White Cloudy Wine

I wanted to find a recipe that didn't require seven batches of grain, so I started on another short recipe elsewhere in scroll seven.

I didn't translate the process for making the yeast cakes because I'm not going to make them, although it seems to be similar to the process for the lumpy yeast cakes I translated earlier, using the same grain mixture.

As usual, each sentence in Chinese is followed by my translation in English.

釀白醪法:取糯米一石,冷水淨淘,漉出著甕中,作魚眼沸湯浸之。To make white young wine: take one dan of glutinous rice (Oryza sativa var. glutinosa), rinse it in cold water until clean, strain it and put it in a weng, and soak it in water boiling with bubbles like fish eyes. 經一宿,米欲絕酢,炊作一餾飯,攤令絕冷。Pass one night, and the rice should be decidedly sour; steam it, and once it’s cooked spread it out to cool. 取魚眼湯沃浸米泔二斗,煎取六升,著甕中,以竹掃衝之,如茗渤。Take two dou of the water from rinsing the rice, and boil it with bubbles like fish eyes down to six sheng (0.6 dou), put it in the weng, then take a bamboo broom and assault it, until it is like the froth on boiled tea. 復取水六斗,細羅麴末一斗,合飯一時內甕中,和攪令飯散。以氊物裹甕,并口覆之。Next, take six sheng of water, finely sift one dou of powdered yeast balls, join it with the rice, and after a time inside the weng, gently stir it until the cooked rice is dispersed. 經宿米消,取生疏布漉出糟。After passing a night, the rice will disintegrate; take a new, loosely-woven cloth and strain out the dregs. 別炊好糯米一斗作飯,熱著酒中為汛,以單布覆甕。Take an additional one dan of cooked glutinous rice, and while it’s hot put it into the alcohol until it’s submerged, then take a single layered cloth and cover the weng. 經一宿,汛米消散,酒味備矣。After passing one night, the submerged rice will have dissolved and spread out, and the alcohol’s flavor should have become full. 若天冷,停三五日彌善。If you have cold weather, delay 3-5 days and it will be completely excellent. 一釀一斛米,一斗麴末,六斗水,六升浸米漿。In one ferment, use one hu of rice, one dou of powdered yeast balls, six dou of water, and six sheng of the boiled-down rice water broth. 若欲多釀,依法別甕中作,不得併在一甕中。If you want to ferment more, follow these procedures in other weng, don’t combine them into the same weng. 四月、五月、六月、七月皆得作之。The fourth, fifth, sixth, and seventh months are all good for making this. 其麴預三日以水洗令淨,曝乾用之。Three days in advance, take the yeast cakes for this recipe, and using water wash them until they are clean, then air them in the sun until you can dry them.

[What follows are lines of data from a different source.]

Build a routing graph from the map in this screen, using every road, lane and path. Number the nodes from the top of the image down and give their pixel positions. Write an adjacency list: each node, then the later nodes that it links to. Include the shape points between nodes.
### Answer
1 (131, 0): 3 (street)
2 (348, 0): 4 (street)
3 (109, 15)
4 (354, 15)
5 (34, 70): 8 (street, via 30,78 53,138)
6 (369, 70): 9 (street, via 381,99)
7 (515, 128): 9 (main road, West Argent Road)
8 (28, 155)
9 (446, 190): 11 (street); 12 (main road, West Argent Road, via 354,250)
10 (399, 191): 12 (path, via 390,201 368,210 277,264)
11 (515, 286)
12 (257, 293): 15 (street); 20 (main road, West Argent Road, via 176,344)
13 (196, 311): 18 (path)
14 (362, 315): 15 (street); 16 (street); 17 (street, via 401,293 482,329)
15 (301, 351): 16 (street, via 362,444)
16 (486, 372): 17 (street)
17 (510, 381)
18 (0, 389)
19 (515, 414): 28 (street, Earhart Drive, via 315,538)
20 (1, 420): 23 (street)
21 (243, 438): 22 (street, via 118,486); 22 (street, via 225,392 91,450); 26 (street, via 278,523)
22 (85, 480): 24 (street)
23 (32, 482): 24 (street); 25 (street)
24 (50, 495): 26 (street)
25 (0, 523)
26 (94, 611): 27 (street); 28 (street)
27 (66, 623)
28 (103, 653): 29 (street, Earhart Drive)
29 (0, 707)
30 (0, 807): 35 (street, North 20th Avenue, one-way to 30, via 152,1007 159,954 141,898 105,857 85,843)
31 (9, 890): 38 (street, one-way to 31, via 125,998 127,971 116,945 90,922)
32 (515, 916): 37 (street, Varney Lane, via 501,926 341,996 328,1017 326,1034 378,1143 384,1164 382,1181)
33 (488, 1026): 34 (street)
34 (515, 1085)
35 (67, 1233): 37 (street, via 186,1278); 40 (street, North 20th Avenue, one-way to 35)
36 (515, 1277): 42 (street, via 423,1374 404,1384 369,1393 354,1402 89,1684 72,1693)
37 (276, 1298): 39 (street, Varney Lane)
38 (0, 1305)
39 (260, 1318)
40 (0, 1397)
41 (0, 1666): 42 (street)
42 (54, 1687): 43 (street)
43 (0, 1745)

One interesting line that gave me some trouble translating is this one:

經一宿,米欲絕酢,炊作一餾飯,攤令絕冷。Pass one night, and the rice should be decidedly sour; steam it, and once it’s cooked spread it out to cool.

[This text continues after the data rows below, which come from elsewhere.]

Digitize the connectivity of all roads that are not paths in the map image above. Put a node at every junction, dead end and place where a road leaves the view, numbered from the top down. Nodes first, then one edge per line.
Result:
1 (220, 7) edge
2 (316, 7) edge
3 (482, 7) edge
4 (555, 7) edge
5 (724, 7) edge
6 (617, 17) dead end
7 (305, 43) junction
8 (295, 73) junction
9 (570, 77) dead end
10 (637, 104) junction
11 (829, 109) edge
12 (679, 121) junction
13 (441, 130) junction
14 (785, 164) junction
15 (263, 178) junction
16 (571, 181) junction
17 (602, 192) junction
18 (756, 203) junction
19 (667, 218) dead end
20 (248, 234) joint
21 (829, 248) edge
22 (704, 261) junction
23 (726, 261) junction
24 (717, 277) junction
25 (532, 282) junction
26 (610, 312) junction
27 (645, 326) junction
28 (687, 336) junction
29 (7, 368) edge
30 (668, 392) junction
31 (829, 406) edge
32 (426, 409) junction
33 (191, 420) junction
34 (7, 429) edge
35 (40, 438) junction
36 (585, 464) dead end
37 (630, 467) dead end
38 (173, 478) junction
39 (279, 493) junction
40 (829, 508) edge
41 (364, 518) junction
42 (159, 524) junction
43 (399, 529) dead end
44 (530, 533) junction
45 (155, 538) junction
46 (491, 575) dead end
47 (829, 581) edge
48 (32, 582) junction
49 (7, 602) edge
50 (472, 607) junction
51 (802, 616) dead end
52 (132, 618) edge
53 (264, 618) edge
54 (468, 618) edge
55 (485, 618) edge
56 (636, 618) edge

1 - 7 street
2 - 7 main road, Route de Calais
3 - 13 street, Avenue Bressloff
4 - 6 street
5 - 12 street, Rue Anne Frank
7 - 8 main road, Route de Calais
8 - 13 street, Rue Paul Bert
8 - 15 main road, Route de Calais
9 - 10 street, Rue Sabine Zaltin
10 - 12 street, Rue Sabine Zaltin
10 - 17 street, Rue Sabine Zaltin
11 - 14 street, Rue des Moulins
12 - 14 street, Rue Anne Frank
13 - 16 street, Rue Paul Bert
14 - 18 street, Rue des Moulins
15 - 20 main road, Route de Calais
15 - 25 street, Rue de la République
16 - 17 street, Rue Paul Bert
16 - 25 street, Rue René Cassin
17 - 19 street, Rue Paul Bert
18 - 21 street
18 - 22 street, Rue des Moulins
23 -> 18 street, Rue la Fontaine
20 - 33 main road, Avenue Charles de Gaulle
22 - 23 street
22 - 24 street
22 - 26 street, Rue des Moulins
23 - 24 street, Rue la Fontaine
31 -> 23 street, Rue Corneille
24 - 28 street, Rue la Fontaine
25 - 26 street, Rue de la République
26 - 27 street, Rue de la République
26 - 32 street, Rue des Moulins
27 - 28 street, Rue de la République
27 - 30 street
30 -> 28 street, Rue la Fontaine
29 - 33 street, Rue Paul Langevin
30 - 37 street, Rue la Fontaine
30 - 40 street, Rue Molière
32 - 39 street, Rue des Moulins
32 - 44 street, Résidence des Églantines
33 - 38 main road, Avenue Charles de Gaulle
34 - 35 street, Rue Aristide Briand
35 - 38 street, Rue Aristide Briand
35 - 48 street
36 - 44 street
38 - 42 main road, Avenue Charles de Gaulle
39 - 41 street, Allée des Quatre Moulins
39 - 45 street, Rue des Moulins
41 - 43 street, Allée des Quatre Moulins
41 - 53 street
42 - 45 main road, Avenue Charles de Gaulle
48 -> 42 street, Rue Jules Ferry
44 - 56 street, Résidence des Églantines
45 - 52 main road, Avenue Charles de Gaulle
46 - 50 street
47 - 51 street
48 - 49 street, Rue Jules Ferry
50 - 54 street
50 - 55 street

It's surprising to me that the wine would be sour at all. At first, I had translated it as "and the rice should be not at all sour" because a modern meaning of 絕 (jué, sixth character from the start) is "by no means," but neither Student's Dictionary nor Wang Li's Dictionary give that meaning. Instead, they both give meanings like "especially," "decidedly," "definitely," along with some other meanings that don't fit this context.

I was really struggling with this until I got to the last clause: 攤令絕冷, which if you translate character by character is something like "spread cause jué cold," and there's really no way that this doesn't mean "spread it out until it's quite cool." I think it's unlikely to the point of absurdity that the author of this book would use completely opposite meanings of a character in the same sentence, so I guess we'll have to wait until I can make this to see if it makes any sense.

I'm pretty excited to make this.  The next step is to make a redacted recipe and go buy glutinous rice.  I'm also glad to have evidence of straining using cloth, although again straining at the end of the recipe is not mentioned - maybe they were just letting it settle at the end?  It's hard to tell.

Edit: nearly forgot!  There's a comment in the book saying that this is the method used by the family of someone with the surname Huangfu, who is in the Ministry of Appointments.